Long claims his counsel was ineffective in failing to determine whether Long's mental condition allowed him to make a voluntary waiver of his jury trial rights. When there is an alleged denial of constitutional rights, such as an allegation of ineffective assistance of counsel, we review the totality of the circumstances in the record de novo. Osborn v. State, 573 N.W.2d 917, 920 (Iowa 1998). Ordinarily, we prefer to leave ineffective assistance of counsel claims for postconviction relief proceedings. State v. Hischke, 639 N.W.2d 6, 8 (Iowa 2002). While we often preserve ineffective assistance claims for a possible postconviction proceeding, we consider such claims on direct appeal if the record is sufficient. State v. Casady, 597 N.W.2d 801, 807 (Iowa 1999). We find this record adequate to address Long's claim on direct appeal.
The standards required for a defendant to prevail on a claim of ineffective assistance of counsel are well established. See Strickland v. Washington, 466 U.S. 668, 687, 104 S.Ct. 2052, 2064, 80 L.Ed.2d 674, 693 (1984); Ledezma v. State, 626 N.W.2d 134, 142-45 (Iowa 2001). Here, Long must show that (1) his counsel failed to perform an essential duty, and (2) prejudice resulted. State v. Terry, 544 N.W.2d 449, 453 (Iowa 1996).
Long's specific claim appears to be that the medications he was taking prevented him from making a voluntary, knowing, and intelligent waiver of his jury trial rights. He asserts, with little factual support or further argument, that counsel should have (1) confirmed he was able to make such a waiver, and (2) challenged the proceeding below as being involuntary. It is clear a criminal defendant's waiver of his jury trial rights must be knowing, voluntary, and intelligent. See Iowa R. Crim. P. 2.17(1).
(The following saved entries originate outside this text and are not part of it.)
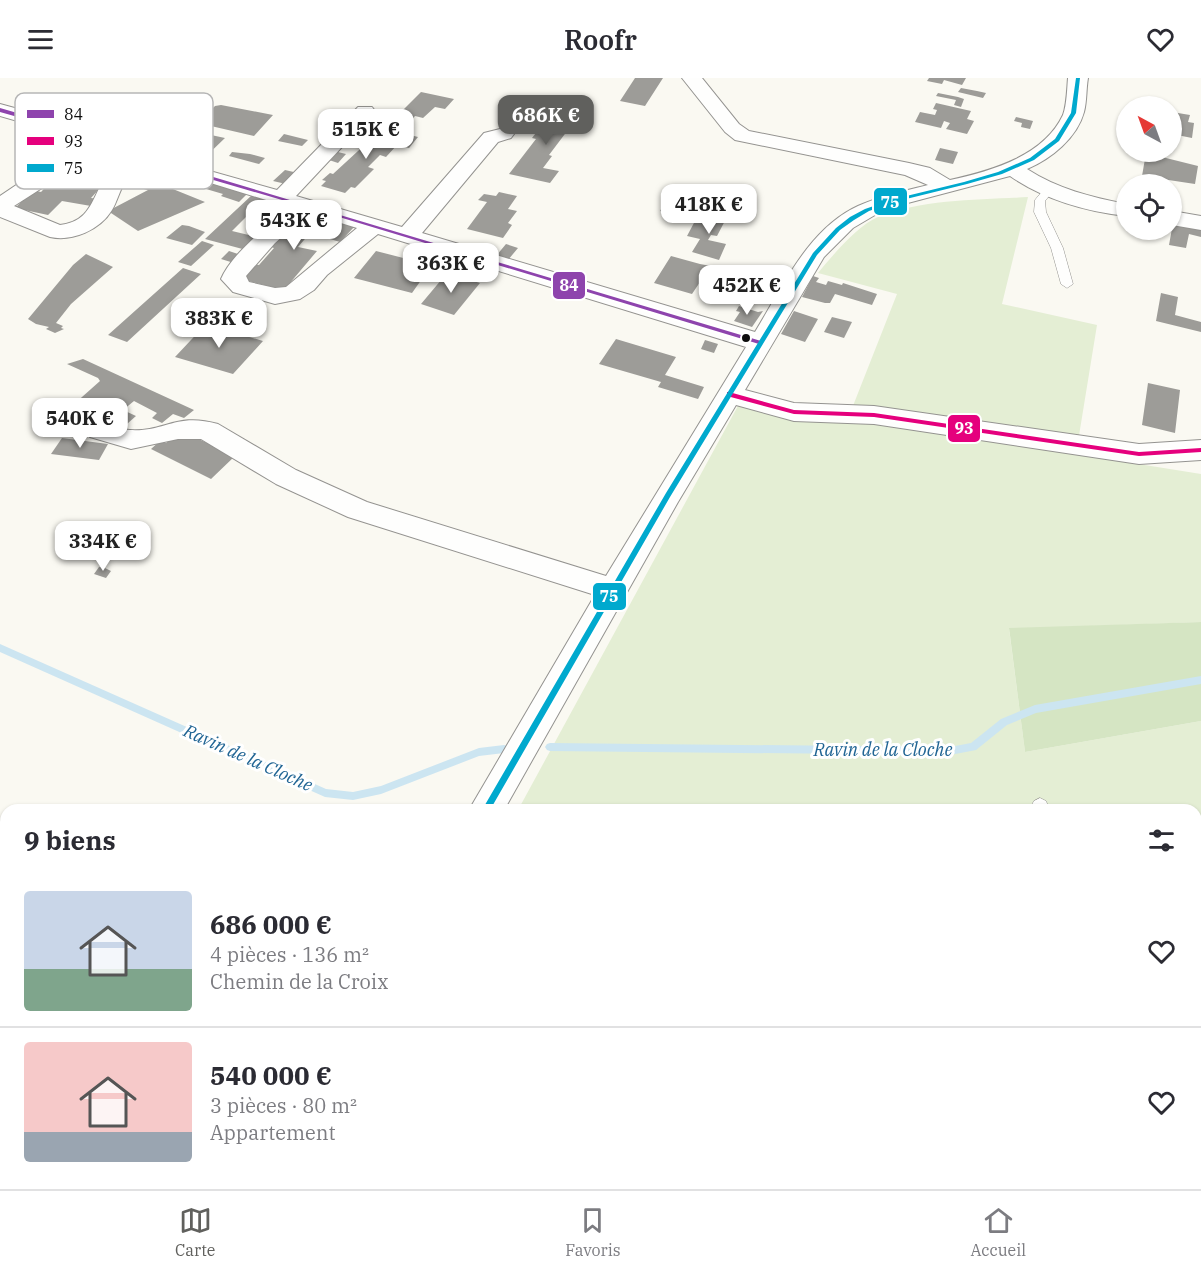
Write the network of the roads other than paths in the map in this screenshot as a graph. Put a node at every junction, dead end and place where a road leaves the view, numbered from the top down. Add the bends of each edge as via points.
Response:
1 (692, 78) edge
2 (1078, 78) edge
3 (0, 110) edge
4 (364, 111) dead end
5 (15, 114) edge
6 (504, 134) dead end
7 (1012, 168) junction
8 (213, 178) edge
9 (948, 188) junction
10 (25, 189) edge
11 (111, 189) edge
12 (1048, 190) junction
13 (282, 198) junction
14 (305, 204) junction
15 (1116, 208) edge
16 (1182, 220) edge
17 (1201, 223) edge
18 (374, 226) junction
19 (407, 236) junction
20 (1067, 284) dead end
21 (759, 342) junction
22 (729, 394) junction
23 (99, 430) dead end
24 (1201, 450) edge
25 (614, 590) junction
26 (489, 804) edge

1 - 9 street via 742,136 909,169
2 - 7 street via 1078,99 1065,129 1047,148
3 - 5 street
4 - 13 street
6 - 19 street via 491,137
7 - 9 street
7 - 12 street
8 - 13 street
9 - 21 street via 867,210 838,229 814,254
10 - 11 street via 4,203 3,210 58,232 74,230 93,218
12 - 15 street via 1088,204
12 - 20 lane via 1040,200 1040,212 1057,248
13 - 14 street
14 - 18 street
14 - 18 street via 235,274 235,283 275,296 292,294
16 - 17 street
18 - 19 street
19 - 21 street
21 - 22 street
22 - 24 street via 794,412 874,415 1138,454
22 - 25 street
23 - 25 street via 134,440 186,426 200,428 286,477 358,510
25 - 26 street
On November 20, 2001, the district court entered an order for examination to determine Long's competency. He was subsequently declared to be incompetent, sent to the Oakdale facility, and the facility was directed to attempt to restore Long's competency. At a January 16, 2002, hearing, the State informed the court that Dr. Curtis Frederickson at Oakdale had determined Long to again be competent. However, the court provided defense counsel additional time to have Long re-examined by Dr. James Gallagher, the psychiatrist who had originally found him to be incompetent. On March 6, 2002, the district court held another hearing in which the State presented Dr. Gallagher's new conclusion that Long "seem[ed] competent to proceed to trial." The report authored by Dr. Gallagher, while noting some concerns, concluded Long's appearance had improved, his thoughts seemed to track better, and he was ready to work with his attorneys and proceed to trial. The court subsequently entered an order declaring Long competent to stand trial with the understanding his medication continue.
In the proceeding in which the court accepted the waiver and stipulation, Long's counsel made several professional statements regarding Long's competency. She stated that Long was on medication. Counsel also informed the court that based on working with him for several months and after consultation with Dr. Gallagher, she believed Long to be "fully competent to make informed, intelligent decisions, in this case." Based on this representation, the court asked Long directly whether the medication affected his ability to understand the proceedings or enter them voluntarily. Long replied: "No, sir."
Based on our review of the transcript and record we find no reason to question Long's ability to knowingly, voluntarily, and intelligently enter into the plea. We therefore conclude trial counsel breached no duty in failing to make further inquiry into whether Long was competent to enter the waiver and stipulation or challenge the proceedings based on his lack of voluntariness. His plea suffers no infirmities and his conviction and sentence are affirmed.